I enjoyed reading two posts on Ann Radcliffe’s The Mysteries of Udolpho, one from Smithereens and one by Danielle, with two different reactions to the book. Both bloggers pointed out all the weeping, fainting, and quaking, all the passivity and sensitive emotionalism that the heroine Emily exhibits. It’s hard as a 21st-century reader not to get a bit annoyed by all this, but it helps, as Danielle pointed out, to know that this is simply what novelistic heroines tended to do at the time. Readers at the time expected it and ate it up.
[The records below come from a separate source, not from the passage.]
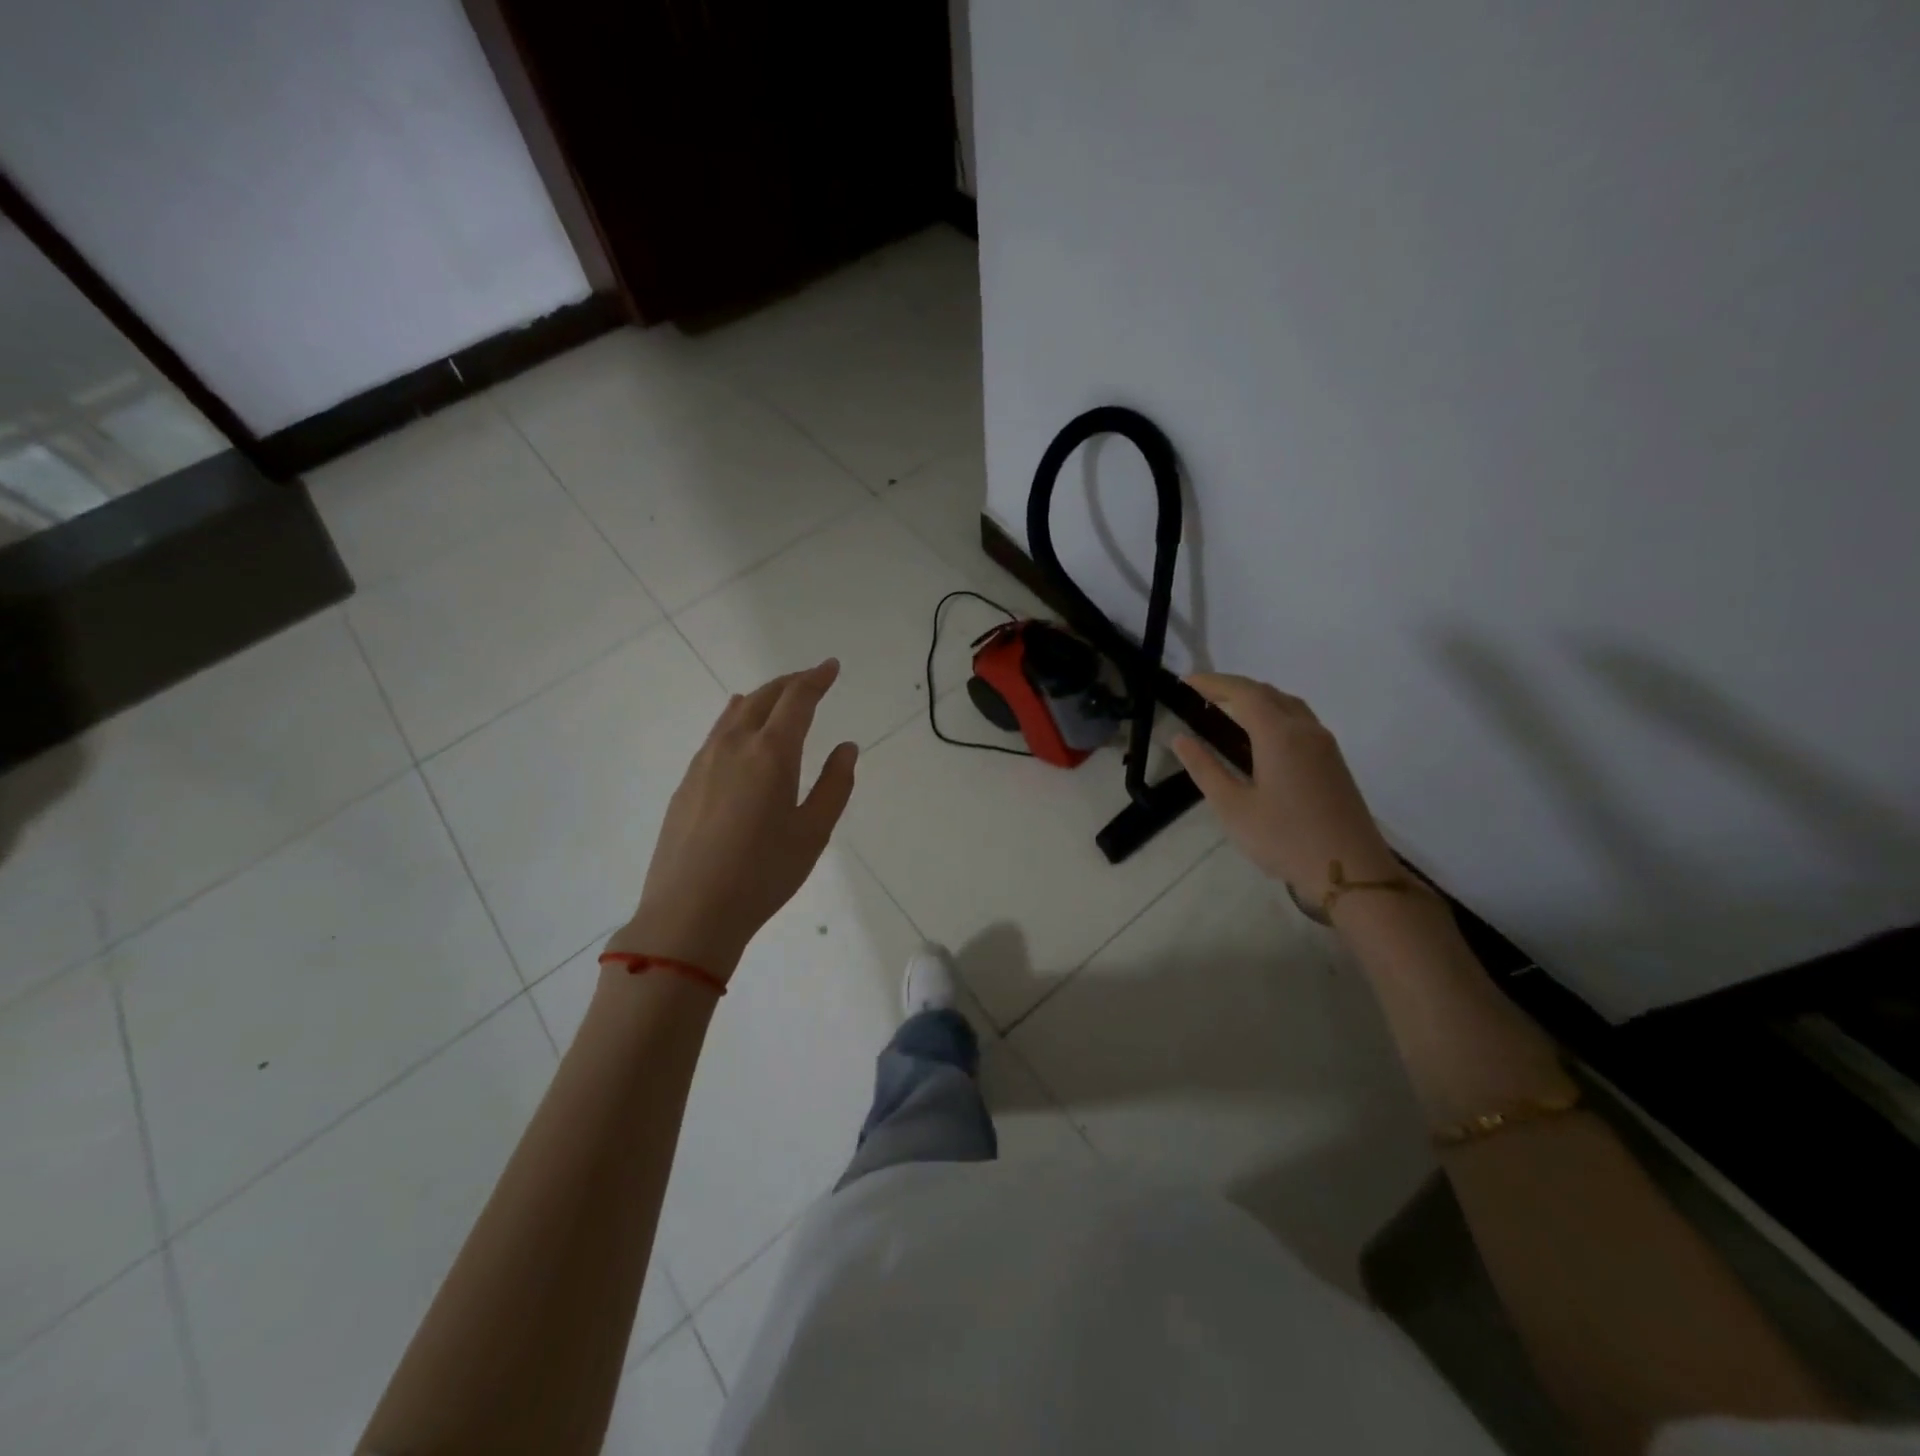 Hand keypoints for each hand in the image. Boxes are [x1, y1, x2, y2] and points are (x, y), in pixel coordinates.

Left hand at [607, 660, 857, 979]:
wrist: (689, 911)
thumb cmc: (763, 873)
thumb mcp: (813, 833)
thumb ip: (834, 785)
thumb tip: (846, 748)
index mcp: (772, 753)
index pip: (797, 699)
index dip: (816, 679)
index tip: (831, 666)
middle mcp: (735, 745)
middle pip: (764, 697)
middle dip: (791, 683)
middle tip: (811, 679)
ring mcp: (704, 761)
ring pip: (735, 713)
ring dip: (762, 698)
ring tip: (777, 699)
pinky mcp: (687, 782)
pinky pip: (717, 734)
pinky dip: (738, 720)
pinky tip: (739, 732)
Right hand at [1171, 673, 1397, 907]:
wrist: (1350, 870)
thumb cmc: (1284, 838)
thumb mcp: (1233, 807)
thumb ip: (1204, 768)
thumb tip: (1180, 738)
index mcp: (1279, 734)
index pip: (1243, 692)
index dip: (1212, 682)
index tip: (1185, 682)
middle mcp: (1305, 729)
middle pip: (1267, 692)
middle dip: (1232, 688)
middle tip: (1200, 696)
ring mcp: (1324, 744)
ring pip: (1287, 704)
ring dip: (1256, 699)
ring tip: (1226, 712)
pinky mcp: (1333, 761)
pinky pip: (1299, 720)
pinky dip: (1273, 713)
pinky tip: (1259, 737) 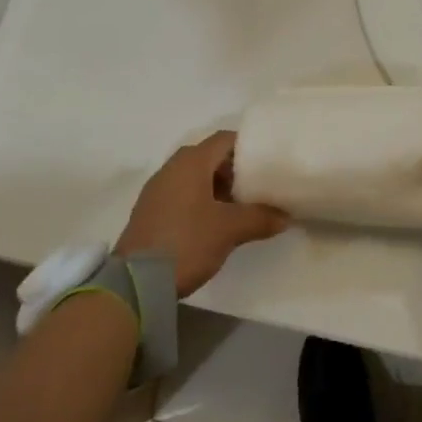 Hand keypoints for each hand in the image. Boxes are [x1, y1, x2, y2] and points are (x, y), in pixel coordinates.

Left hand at [116, 132, 289, 296]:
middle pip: (211, 157)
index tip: (269, 162)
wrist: (136, 282)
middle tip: (258, 188)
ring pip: (196, 177)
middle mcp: (172, 168)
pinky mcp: (151, 211)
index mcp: (191, 162)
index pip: (225, 139)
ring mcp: (158, 189)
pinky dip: (202, 201)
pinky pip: (183, 194)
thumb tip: (285, 216)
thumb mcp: (229, 229)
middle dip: (236, 170)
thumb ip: (260, 217)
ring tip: (241, 208)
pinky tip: (216, 223)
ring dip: (219, 188)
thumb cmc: (186, 242)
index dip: (249, 147)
Radcliffe was writing when sensibility was all the rage — when everyone was talking about emotions, what they are, why they are important, where they lead us, and how they can possibly make us better people or can possibly distract us from more important matters. You see phrases like “exquisite sensibility” and “overflowing hearts” all over the place.

And the heroines tend to be models of perfection, which can also get annoying, since we are used to much more complexity in our characters. So often plots revolve around testing the perfection of the heroine who tends to remain static, rather than allowing the heroine to have flaws and grow and change. Not all novels are like this, by any means (see Wollstonecraft or Mary Hays or The Female Quixote), but so many heroines from 18C fiction are so irritatingly perfect, that you realize Austen’s genius in creating such well-rounded people.
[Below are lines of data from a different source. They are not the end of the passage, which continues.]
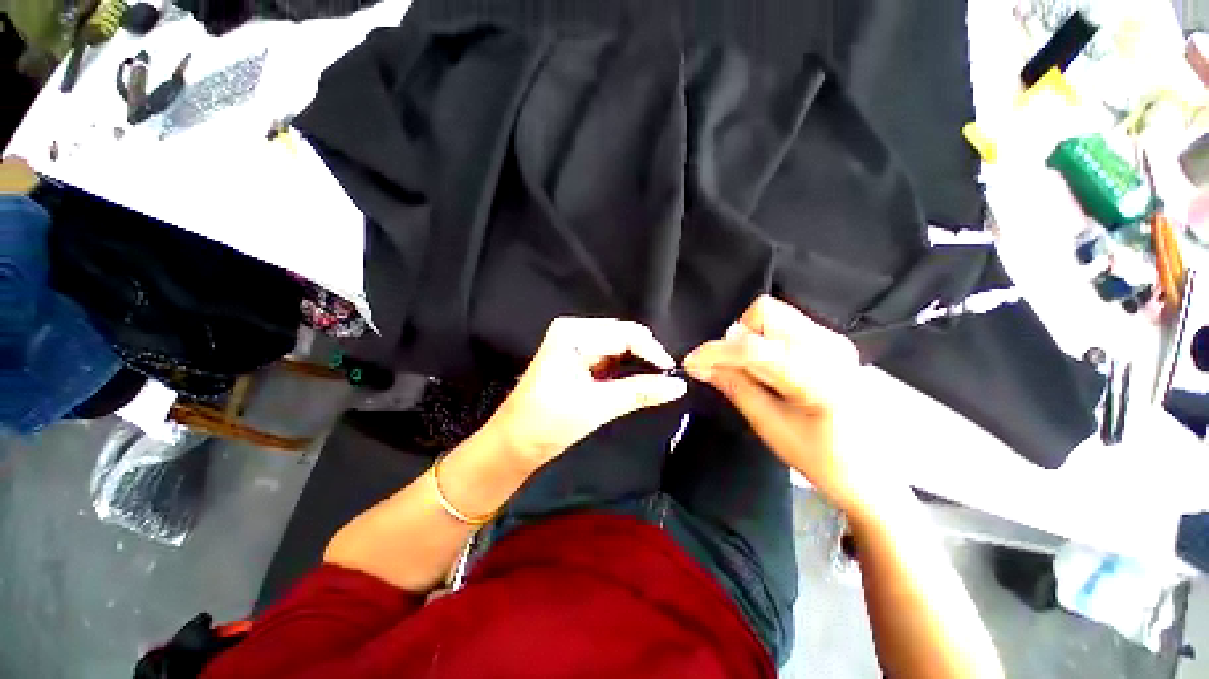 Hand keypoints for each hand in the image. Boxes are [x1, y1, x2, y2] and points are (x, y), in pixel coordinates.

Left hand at [486, 317, 687, 467]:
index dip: (652, 352)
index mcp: (573, 333)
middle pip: (623, 337)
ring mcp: (574, 344)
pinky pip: (609, 358)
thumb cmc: (549, 423)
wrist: (513, 444)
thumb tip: (679, 385)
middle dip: (645, 357)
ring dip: (636, 364)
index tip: (674, 373)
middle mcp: (574, 331)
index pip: (625, 333)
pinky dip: (623, 370)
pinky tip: (634, 382)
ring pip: (618, 348)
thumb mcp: (598, 405)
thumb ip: (640, 391)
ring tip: (654, 382)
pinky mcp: (576, 358)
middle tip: (667, 380)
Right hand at [684, 296, 895, 517]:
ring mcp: (833, 339)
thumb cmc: (825, 460)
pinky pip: (783, 326)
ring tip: (751, 374)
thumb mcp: (771, 427)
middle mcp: (829, 345)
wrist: (874, 475)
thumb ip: (736, 388)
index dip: (715, 351)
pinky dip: (763, 342)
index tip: (690, 363)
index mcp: (819, 374)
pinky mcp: (831, 342)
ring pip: (772, 316)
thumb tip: (700, 366)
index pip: (752, 347)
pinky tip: (768, 371)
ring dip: (748, 339)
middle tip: (729, 370)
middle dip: (736, 338)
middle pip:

Given all that, I do love the 18C novel, as you know. I find all the intense emotionalism fascinating, if strange, and I love the way the genre develops though the time period, emerging out of a rich mix of biography, autobiography, history, crime narrative, spiritual narratives, travel writing, etc. I love how weird the 18C novel can be — see The Monk or Tristram Shandy for examples. And I love how you see see political and social changes reflected in the writing — class struggles in Pamela, for example, or capitalism in Robinson Crusoe.
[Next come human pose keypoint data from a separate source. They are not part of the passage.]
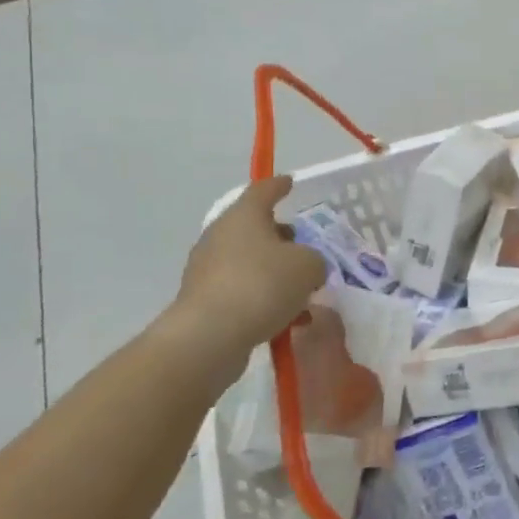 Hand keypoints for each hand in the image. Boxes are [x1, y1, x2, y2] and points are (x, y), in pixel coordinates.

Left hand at [157, 176, 327, 379]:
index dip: (279, 185)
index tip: (290, 182)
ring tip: (300, 291)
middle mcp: (220, 236)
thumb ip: (314, 260)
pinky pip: (240, 290)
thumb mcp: (308, 266)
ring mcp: (207, 268)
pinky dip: (261, 297)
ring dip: (272, 271)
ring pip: (248, 261)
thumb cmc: (262, 285)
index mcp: (244, 216)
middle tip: (303, 247)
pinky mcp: (203, 300)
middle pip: (254, 227)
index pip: (263, 191)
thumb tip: (306, 267)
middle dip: (279, 236)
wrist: (209, 336)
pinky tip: (285, 318) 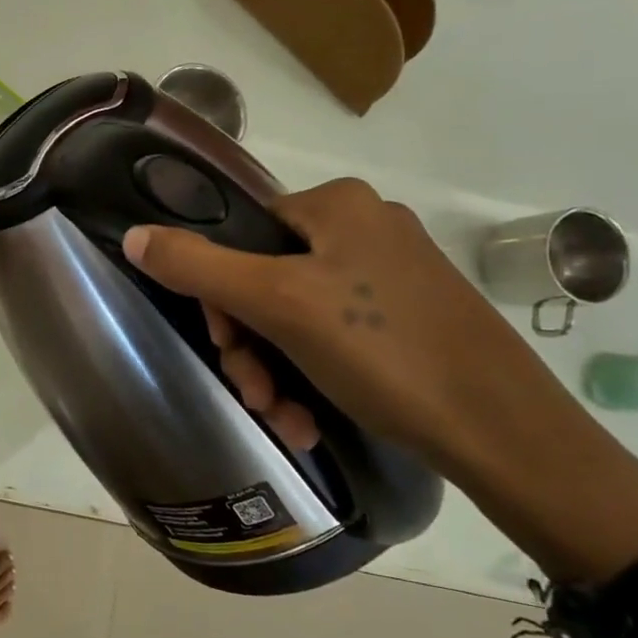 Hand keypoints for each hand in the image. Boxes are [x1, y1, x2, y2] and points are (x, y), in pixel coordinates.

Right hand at [122, 178, 585, 486]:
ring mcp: (390, 274)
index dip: (219, 295)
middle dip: (250, 345)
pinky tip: (309, 419)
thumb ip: (198, 266)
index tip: (226, 347)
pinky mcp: (408, 318)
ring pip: (296, 316)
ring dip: (276, 371)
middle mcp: (364, 227)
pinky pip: (334, 337)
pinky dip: (312, 376)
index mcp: (337, 204)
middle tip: (255, 394)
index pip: (240, 235)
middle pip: (265, 279)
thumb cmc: (383, 351)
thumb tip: (133, 235)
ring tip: (284, 419)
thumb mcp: (278, 304)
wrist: (504, 432)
I must say, however, that I’m struggling a bit with my latest 18C novel — Sophia Lee’s The Recess. My initial assessment is that it’s interesting for historical reasons, but not something I’d recommend for someone interested in an absorbing read or someone just starting out on the 18C novel. The book has an odd rhythm to it. I’ve read only the first part out of six, and already I suspect I’ve been given way more historical detail than I need. I’ve come across two stories-within-the-story, both of which are pretty outlandish, filled with incest, murder, lust, and betrayal. That sounds like it might be fun, but the narrator rushes through it all, it’s too much to absorb, and I’m not sure she’s really making use of all the details she throws out there. The pace of the novel is awkward; it’s so fast, I begin to feel bored, oddly enough.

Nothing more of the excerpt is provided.